A Northwestern Medicine study has uncovered novel cellular mechanisms within the retina, findings that could help advance the development of targeted therapeutics for diseases and conditions impacting vision, according to findings published in Nature Communications.
Cone synapses inside the eye’s retina help the brain process changes in light. It’s a unique synapse because it is has evolved to signal changes in light intensity, said Steven DeVries, MD, PhD, the David Shoch, MD, PhD, Professor of Ophthalmology and senior author of the study.
“Counterintuitively, cone neurotransmitter release is high in the dark and reduced by light. When the light’s brighter, the reduction is larger. When the lights are dimmer, it’s smaller; it operates differently from most synapses which use an increase in transmitter release to signal all-or-nothing, digital action potentials,” DeVries said.
Unlike most other synapses in the brain, each individual cone synapse is connected to more than a dozen different types of post-synaptic neurons, the bipolar cells, which relay information in parallel to the inner retina.
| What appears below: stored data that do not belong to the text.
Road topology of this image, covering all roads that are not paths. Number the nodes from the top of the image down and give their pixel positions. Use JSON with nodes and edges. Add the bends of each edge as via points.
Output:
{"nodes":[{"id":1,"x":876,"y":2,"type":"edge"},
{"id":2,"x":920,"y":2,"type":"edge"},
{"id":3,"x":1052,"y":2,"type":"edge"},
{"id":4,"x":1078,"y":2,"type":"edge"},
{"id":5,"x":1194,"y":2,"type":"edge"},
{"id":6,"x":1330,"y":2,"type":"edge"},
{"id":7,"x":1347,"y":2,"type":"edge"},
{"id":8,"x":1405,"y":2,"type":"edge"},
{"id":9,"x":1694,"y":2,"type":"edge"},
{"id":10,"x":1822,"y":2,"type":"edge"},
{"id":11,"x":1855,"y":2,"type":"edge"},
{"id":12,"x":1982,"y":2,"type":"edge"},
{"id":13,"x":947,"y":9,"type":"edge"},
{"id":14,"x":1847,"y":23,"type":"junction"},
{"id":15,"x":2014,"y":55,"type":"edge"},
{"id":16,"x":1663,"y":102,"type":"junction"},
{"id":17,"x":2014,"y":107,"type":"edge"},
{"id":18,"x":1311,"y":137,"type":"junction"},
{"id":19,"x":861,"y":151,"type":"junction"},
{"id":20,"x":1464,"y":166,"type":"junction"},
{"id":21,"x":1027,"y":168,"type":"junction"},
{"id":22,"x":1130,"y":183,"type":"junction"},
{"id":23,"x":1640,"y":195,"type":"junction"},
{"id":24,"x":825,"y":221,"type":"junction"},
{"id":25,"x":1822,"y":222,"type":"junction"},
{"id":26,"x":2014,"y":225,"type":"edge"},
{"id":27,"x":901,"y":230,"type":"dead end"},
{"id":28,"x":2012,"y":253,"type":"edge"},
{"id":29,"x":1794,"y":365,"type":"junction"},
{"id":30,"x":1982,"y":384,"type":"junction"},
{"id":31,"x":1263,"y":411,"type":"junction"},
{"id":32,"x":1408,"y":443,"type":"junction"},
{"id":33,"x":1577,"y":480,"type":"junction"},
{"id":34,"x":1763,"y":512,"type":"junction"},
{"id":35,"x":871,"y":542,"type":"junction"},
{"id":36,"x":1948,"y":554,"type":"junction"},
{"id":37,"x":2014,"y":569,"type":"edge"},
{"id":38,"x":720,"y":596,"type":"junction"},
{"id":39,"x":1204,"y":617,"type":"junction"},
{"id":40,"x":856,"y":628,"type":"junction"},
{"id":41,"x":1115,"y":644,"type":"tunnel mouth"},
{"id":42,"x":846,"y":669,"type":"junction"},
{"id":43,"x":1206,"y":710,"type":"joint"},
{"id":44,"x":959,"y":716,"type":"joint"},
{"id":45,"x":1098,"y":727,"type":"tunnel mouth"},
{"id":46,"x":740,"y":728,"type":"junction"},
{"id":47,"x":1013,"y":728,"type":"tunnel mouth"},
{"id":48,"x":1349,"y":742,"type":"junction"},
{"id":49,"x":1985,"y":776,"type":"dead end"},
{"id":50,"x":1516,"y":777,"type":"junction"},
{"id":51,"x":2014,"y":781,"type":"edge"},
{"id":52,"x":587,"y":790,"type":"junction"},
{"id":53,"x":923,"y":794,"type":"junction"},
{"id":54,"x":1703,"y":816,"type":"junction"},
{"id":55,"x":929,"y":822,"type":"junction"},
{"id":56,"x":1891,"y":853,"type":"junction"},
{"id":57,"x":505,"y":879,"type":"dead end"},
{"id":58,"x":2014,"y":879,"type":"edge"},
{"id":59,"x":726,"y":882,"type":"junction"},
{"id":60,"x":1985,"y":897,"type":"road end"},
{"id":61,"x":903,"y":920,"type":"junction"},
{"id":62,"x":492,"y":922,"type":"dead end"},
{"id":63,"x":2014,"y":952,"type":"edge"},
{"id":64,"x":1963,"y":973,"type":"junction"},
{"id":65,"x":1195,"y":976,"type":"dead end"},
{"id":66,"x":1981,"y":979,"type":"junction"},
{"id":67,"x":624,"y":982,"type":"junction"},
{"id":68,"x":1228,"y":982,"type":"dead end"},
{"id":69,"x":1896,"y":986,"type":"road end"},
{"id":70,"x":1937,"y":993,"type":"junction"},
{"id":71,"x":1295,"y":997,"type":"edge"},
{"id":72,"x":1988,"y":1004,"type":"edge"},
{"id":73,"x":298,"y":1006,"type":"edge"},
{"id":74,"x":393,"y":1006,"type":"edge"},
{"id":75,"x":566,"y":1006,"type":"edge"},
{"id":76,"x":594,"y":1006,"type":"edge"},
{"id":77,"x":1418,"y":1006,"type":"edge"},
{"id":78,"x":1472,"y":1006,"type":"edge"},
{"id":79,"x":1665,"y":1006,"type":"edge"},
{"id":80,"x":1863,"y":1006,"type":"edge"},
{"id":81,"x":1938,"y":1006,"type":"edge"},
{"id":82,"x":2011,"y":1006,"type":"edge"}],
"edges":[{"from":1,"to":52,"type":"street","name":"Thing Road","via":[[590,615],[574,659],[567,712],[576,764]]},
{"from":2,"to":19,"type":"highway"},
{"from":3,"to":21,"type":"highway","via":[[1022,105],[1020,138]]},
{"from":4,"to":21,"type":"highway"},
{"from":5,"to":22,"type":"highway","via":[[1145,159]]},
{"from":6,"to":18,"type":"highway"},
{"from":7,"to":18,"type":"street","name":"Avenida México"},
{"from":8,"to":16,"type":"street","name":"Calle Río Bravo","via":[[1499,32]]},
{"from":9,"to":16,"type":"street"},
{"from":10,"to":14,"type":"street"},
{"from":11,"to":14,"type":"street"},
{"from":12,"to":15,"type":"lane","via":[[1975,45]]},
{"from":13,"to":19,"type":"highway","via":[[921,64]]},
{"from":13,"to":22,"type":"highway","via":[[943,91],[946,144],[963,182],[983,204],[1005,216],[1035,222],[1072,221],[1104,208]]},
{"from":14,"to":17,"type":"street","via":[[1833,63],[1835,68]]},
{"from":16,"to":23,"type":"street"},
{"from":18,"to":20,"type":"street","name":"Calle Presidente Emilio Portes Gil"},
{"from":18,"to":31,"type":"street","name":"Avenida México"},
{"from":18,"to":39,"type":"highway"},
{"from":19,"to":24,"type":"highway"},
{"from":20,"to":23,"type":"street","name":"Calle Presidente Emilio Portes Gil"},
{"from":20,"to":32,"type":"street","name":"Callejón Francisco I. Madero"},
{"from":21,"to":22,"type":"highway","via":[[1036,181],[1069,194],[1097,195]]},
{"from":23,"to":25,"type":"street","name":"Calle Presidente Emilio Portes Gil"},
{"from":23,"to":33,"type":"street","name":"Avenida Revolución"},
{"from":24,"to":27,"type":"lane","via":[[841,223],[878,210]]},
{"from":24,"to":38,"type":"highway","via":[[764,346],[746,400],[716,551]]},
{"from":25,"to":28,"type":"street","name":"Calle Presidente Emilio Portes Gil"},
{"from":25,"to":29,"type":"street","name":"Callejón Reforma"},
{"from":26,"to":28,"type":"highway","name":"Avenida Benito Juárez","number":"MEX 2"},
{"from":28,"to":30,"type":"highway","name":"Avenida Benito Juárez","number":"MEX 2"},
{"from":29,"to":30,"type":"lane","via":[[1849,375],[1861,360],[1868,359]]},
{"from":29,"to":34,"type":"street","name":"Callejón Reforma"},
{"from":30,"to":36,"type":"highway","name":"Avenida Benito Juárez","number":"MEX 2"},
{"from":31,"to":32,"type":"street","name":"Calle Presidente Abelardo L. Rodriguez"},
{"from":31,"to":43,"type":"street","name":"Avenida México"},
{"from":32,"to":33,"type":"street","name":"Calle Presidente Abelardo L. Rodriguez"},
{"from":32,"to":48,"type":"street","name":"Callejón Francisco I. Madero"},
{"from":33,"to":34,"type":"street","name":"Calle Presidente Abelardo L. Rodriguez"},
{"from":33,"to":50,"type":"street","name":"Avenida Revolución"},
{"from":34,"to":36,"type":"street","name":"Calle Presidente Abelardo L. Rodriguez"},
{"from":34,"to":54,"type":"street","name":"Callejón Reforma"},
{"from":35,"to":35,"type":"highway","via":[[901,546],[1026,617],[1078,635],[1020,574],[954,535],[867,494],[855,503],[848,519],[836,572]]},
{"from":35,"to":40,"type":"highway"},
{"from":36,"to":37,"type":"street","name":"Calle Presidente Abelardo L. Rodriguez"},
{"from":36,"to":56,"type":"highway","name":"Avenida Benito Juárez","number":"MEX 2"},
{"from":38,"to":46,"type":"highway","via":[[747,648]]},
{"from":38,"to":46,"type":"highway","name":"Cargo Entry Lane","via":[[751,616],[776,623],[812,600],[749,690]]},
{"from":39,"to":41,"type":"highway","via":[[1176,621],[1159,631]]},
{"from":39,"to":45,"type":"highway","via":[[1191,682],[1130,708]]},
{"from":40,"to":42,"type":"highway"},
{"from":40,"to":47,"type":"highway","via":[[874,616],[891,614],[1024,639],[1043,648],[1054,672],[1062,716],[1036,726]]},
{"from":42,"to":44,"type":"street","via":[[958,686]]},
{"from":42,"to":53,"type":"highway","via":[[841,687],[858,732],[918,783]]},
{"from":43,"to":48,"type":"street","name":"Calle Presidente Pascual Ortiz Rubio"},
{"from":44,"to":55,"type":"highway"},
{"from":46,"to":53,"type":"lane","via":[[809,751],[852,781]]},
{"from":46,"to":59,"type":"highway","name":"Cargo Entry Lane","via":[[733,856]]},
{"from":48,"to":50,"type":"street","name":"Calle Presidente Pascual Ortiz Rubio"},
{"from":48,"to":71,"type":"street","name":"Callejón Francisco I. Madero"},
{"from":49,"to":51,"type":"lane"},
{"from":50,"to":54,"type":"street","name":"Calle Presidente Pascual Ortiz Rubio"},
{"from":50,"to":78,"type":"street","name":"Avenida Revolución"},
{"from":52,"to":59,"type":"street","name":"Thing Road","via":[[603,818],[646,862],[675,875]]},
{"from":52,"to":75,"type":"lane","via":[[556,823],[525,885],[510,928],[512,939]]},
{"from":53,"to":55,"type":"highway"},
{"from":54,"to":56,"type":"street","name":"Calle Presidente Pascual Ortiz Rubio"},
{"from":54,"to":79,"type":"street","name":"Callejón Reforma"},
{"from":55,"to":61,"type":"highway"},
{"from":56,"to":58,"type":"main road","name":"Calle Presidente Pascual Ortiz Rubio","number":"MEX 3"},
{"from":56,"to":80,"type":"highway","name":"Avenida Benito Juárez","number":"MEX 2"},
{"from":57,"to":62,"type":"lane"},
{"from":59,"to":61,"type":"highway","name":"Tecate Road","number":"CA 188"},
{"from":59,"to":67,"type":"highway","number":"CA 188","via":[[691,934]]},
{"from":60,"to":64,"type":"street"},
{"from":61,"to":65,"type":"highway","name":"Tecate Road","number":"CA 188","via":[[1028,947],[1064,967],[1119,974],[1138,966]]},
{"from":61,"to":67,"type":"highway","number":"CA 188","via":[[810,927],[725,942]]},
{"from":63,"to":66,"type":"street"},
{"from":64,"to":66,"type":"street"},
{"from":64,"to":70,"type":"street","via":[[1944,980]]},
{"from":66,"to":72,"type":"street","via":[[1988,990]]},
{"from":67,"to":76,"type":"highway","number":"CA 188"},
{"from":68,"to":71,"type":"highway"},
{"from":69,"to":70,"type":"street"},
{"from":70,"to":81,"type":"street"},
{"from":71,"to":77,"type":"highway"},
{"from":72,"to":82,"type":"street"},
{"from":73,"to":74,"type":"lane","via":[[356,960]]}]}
In the inner retina, these parallel streams not only contribute to conscious vision but also to subconscious processes like gaze stabilization.
In the current study, which involved non-human mammalian retinas, the investigators first used super-resolution microscopy to map out the locations of transmitter release sites, transmitter re-uptake proteins and post-synaptic contacts at the cone synapse. Then they used an approach called “synaptic accounting,” to relate the amount of transmitter released by a cone to the responses in each post-synaptic bipolar cell type.
“Transmitter is released in packets or quanta when a vesicle fuses with the presynaptic membrane. Since most synapses involve one-to-one direct contacts across a narrow cleft, it is assumed that one detected quantum equals one released quantum. The cone synapse has a different design that voids this assumption. We developed a way to stimulate a cone and count the vesicles that are released while at the same time counting the number of vesicles that are detected by the postsynaptic neuron,” DeVries said.
Using these techniques, the investigators showed that certain bipolar cell types respond to individual fusion events and total quanta while other types respond to degrees of locally coincident events, creating a nonlinear summation. These differences are caused by a combination of factors specific to each bipolar cell type, including diffusion distance, contact number, receptor affinity, and proximity to transporters.
“The outer retina uses the same toolbox as elsewhere in the central nervous system, like vesicles, synaptic release zones and postsynaptic receptors, but organizes these elements in novel ways to accomplish a different, very localized type of processing. Analog processing is also found in the dendritic tree of central nervous system neurons, where the bulk of calculation, both linear and nonlinear, occurs,” DeVries said.
According to DeVries, one next step for his team includes using a new, more powerful type of super-resolution microscopy to determine the protein components that make up cone synapses.
“One of the ways that the different bipolar cells divide the cone signal up is that some of them are very sensitive to small signals and others require strong signals to respond; the ‘strong signal’ or high threshold bipolar cell has a unique type of insensitive post-synaptic receptor. We would also like to identify this receptor,” DeVries said.
This work was supported by the National Institutes of Health grant R01 EY012141, an unrestricted grant to the Dept. of Ophthalmology from Research to Prevent Blindness, an International Travel Award from RPB, and JSPS KAKENHI grant #19H01140.